Four Asian cities are being counted among the world's top ten financial centers for the first time ever this year as the widespread expansion of banking services and commensurate hiring in the Asia-Pacific region has accelerated as wealth continues to grow in Asia.
In September, Citigroup announced its plans to hire 7,500 in China, doubling the number of its branches in Hong Kong to 50 in order to compete with Standard Chartered and HSBC, both of which announced plans this summer to hire hundreds across Asia. Jefferies & Co. kickstarted its Asia equities operations in Hong Kong, with plans to build a bigger team in the region, and UBS and Barclays are in competition for brokerage employees as they court Asian hedge funds. The Asian hedge fund industry is worth a whopping $74 billion, according to figures from Hedge Fund Research Inc., a Chicago-based data company.
Investments and finance job opportunities in the region have also risen exponentially in the last decade. China accounts for roughly 7.9% of the world's economic activity according to World Bank data, and its GDP grew by 11.9% in the first quarter this year as compared to last year. With the International Central Securities and Depository Clearstream's recent move to clear Renminbi-denominated securities, China is poised to internationalize its currency, further paving the way for it to become a global financial center.
Singapore and Malaysia are hotbeds of growth in consumer banking and wealth management, with the number of the 'growing affluent' in both countries soaring this year. According to data from Standard Chartered, which opened its preferred banking service in Singapore in August, an estimated 42 million people are now considered part of the growing affluent in Asia, with a further 18 million people falling in the 'affluent' category, having at least $100,000 to invest.

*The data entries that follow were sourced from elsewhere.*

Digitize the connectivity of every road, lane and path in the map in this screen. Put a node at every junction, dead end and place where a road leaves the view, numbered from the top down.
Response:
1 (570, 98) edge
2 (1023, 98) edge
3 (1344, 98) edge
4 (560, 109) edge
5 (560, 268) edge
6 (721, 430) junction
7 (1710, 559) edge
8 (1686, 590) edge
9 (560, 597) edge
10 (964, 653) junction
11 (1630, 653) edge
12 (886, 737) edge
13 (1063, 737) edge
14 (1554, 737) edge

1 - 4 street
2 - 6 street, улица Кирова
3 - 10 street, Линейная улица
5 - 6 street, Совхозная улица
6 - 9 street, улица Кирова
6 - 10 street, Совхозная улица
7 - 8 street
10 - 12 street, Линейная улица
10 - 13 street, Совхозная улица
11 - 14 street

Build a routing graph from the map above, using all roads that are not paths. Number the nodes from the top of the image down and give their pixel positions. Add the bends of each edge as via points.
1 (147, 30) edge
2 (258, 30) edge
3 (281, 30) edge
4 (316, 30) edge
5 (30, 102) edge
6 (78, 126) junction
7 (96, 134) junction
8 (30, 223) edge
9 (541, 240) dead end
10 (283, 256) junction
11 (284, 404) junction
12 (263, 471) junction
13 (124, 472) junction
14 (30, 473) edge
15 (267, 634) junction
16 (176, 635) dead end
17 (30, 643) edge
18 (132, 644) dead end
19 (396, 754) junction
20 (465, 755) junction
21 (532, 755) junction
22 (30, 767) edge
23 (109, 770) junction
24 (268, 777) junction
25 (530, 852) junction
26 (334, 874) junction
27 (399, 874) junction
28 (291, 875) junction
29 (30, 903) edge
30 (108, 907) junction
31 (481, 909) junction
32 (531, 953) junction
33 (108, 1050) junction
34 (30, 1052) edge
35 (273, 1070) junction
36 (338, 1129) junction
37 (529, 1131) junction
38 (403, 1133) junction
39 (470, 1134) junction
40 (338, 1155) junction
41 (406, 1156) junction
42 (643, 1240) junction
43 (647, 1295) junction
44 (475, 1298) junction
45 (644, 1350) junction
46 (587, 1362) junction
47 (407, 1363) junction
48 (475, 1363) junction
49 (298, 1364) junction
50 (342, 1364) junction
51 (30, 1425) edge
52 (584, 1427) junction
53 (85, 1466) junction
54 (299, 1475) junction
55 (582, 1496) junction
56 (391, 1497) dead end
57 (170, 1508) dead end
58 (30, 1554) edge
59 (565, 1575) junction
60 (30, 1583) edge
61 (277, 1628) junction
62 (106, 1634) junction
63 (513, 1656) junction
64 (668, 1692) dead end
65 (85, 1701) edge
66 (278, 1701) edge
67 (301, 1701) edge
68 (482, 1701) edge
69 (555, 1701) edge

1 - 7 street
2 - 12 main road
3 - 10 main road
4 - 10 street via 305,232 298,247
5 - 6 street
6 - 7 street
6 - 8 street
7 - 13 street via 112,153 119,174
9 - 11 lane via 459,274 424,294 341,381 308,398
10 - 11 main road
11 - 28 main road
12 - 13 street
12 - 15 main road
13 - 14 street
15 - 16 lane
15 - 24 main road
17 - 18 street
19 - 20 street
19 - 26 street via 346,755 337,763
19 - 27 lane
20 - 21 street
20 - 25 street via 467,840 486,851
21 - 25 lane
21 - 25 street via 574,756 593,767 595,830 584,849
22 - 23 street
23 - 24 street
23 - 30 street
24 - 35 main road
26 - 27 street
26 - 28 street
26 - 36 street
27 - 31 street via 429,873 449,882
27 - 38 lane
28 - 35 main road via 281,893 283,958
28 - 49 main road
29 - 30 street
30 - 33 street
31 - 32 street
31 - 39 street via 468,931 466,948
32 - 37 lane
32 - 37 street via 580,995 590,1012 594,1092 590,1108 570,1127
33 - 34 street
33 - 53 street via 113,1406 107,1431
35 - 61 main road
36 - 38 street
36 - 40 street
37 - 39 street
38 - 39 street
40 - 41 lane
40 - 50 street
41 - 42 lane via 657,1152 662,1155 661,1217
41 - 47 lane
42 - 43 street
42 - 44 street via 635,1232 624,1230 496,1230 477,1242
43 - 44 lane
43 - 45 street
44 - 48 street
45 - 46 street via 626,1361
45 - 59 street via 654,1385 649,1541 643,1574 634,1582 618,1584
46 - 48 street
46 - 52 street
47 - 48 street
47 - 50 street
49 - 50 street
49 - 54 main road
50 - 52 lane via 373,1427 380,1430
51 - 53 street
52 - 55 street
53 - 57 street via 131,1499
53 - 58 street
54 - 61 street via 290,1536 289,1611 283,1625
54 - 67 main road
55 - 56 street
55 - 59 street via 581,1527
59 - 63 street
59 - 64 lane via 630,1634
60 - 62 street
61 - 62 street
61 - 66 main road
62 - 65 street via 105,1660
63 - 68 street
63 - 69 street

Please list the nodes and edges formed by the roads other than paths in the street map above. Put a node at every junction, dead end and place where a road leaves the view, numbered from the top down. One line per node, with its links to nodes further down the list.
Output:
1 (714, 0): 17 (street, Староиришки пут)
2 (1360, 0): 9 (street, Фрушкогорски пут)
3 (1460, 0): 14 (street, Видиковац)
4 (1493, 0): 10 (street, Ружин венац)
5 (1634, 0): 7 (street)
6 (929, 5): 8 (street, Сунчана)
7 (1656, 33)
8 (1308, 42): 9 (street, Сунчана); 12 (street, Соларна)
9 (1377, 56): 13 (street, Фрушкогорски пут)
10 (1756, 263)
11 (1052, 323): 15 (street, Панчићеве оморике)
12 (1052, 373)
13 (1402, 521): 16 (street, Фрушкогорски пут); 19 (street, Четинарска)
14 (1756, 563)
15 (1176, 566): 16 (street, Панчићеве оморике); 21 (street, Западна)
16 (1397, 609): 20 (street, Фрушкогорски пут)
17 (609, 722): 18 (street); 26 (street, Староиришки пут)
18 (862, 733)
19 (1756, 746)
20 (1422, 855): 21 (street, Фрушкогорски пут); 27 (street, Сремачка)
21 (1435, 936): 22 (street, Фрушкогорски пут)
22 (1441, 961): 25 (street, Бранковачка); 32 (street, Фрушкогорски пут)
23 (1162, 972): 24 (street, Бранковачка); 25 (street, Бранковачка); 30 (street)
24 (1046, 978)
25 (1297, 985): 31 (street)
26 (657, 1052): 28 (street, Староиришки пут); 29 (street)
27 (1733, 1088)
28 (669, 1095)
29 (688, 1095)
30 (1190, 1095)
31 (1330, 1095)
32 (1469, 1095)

The overall message: If you want to be around the most significant economic growth, the most exciting wealth management opportunities, and an increasingly important financial region, Asia might be your best bet.
Asian cities took four out of the top ten spots in the most recent Global Financial Centers Index (GFCI), a biannual ranking of 75 world cities by London-based think-tank Z/Yen Group that came out this September.
We spoke with recruiters about these four cities -- Hong Kong, Singapore, Japan and Shanghai -- in addition to Kuala Lumpur, a growing Islamic banking hub, to find out what makes them the financial powerhouses of the future and what sectors and job types are in highest demand.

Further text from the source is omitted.